Institute of Biology and Biomedicine, National Research Lobachevsky State University of Nizhny Novgorod, 603950 Nizhny Novgorod, Russia.
Research Institute and Technology, National Research Lobachevsky State University of Nizhny Novgorod, 603950 Nizhny Novgorod, Russia.
Sensors (Basel). 2021 Aug 19;21(16):5587. doi: 10.3390/s21165587.
We propose a memristive interface consisting of two FitzHugh-Nagumo electronic neurons connected via a metal-oxide (Au/Zr/ZrO(Y)/TiN/Ti) memristive synaptic device. We create a hardware-software complex based on a commercial data acquisition system, which records a signal generated by a presynaptic electronic neuron and transmits it to a postsynaptic neuron through the memristive device. We demonstrate, numerically and experimentally, complex dynamics, including chaos and different types of neural synchronization. The main advantages of our system over similar devices are its simplicity and real-time performance. A change in the amplitude of the presynaptic neurogenerator leads to the potentiation of the memristive device due to the self-tuning of its parameters. This provides an adaptive modulation of the postsynaptic neuron output. The developed memristive interface, due to its stochastic nature, simulates a real synaptic connection, which is very promising for neuroprosthetic applications.

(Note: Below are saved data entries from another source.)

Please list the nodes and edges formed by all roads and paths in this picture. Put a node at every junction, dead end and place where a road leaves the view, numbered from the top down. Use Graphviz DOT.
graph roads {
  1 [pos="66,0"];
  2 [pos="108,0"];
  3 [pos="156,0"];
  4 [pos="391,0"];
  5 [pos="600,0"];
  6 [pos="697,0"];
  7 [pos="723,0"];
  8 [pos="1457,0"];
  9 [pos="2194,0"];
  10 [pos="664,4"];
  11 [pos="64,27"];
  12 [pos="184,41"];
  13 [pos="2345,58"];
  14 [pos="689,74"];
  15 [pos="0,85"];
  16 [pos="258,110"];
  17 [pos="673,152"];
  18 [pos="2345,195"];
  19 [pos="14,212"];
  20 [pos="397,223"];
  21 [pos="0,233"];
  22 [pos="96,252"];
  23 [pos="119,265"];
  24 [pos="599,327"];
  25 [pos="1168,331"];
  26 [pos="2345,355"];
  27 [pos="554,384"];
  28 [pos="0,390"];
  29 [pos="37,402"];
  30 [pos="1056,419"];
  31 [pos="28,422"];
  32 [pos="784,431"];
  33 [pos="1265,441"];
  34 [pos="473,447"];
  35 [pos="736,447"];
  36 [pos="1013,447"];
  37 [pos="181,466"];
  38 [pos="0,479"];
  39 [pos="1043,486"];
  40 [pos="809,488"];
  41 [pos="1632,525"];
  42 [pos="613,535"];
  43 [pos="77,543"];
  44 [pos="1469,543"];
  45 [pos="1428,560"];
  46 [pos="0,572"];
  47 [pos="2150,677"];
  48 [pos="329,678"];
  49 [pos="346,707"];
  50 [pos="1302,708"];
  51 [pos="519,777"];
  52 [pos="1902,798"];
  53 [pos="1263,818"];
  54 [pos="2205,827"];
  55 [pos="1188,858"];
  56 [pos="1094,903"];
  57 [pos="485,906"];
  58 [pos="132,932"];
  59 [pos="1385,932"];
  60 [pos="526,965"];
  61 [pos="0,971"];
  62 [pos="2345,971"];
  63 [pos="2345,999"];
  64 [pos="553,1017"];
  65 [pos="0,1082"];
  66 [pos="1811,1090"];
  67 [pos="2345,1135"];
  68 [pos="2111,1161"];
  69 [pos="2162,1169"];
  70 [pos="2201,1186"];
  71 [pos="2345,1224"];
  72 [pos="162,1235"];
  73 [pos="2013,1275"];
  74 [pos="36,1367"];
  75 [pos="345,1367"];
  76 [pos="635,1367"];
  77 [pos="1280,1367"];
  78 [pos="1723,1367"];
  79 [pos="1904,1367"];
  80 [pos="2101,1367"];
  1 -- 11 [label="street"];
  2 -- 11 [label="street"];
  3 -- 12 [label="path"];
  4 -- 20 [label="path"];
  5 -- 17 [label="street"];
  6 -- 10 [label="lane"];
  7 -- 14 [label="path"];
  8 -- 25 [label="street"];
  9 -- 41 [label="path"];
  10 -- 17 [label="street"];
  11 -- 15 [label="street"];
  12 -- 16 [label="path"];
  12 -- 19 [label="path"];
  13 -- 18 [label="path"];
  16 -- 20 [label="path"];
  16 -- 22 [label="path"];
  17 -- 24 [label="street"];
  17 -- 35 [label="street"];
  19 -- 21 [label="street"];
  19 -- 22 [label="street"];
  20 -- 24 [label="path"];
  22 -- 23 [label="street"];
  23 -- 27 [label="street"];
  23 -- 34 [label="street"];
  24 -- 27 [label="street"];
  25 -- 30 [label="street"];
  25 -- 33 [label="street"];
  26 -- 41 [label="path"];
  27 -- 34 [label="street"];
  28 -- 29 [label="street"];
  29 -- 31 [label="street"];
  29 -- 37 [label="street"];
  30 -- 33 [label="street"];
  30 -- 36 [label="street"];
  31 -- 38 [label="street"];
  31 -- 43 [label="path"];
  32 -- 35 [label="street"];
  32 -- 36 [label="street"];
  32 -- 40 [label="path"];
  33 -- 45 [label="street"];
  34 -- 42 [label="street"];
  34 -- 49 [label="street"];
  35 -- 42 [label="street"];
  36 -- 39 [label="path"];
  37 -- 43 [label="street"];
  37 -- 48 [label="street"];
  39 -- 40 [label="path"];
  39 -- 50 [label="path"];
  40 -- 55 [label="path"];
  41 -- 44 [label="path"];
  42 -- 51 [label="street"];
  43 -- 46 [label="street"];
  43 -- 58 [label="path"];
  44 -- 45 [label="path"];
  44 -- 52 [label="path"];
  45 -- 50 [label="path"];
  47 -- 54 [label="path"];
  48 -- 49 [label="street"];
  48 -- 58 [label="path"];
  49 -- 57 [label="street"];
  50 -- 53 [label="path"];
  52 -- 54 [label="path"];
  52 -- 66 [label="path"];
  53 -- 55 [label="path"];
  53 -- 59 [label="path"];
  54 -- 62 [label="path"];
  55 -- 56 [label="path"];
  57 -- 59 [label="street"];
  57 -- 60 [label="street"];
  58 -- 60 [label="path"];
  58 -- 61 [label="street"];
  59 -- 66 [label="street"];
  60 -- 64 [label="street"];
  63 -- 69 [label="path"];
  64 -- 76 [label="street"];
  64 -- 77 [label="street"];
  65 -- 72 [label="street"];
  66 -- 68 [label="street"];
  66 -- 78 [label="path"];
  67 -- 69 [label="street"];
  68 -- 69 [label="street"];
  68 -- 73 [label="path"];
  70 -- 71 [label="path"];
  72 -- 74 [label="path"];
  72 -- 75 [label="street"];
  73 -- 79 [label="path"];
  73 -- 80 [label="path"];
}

我们提出了一种由两个通过金属氧化物(Au/Zr/ZrO(Y)/TiN/Ti)忆阻突触器件连接的 FitzHugh-Nagumo 电子神经元组成的忆阻接口。我们基于商业数据采集系统创建了一个软硬件复合体,该系统记录由前一个电子神经元产生的信号,并通过忆阻器件将其传输到后一个神经元。我们通过数值和实验证明了包括混沌和不同类型的神经同步在内的复杂动力学。与类似设备相比,我们系统的主要优势在于其简单性和实时性能。由于参数的自调整,前一个神经发生器的幅度变化会导致忆阻器件的增强,从而实现对后一个神经元输出的自适应调制。由于其随机性,开发的忆阻接口模拟了真实的突触连接,这对于神经假肢应用非常有前途。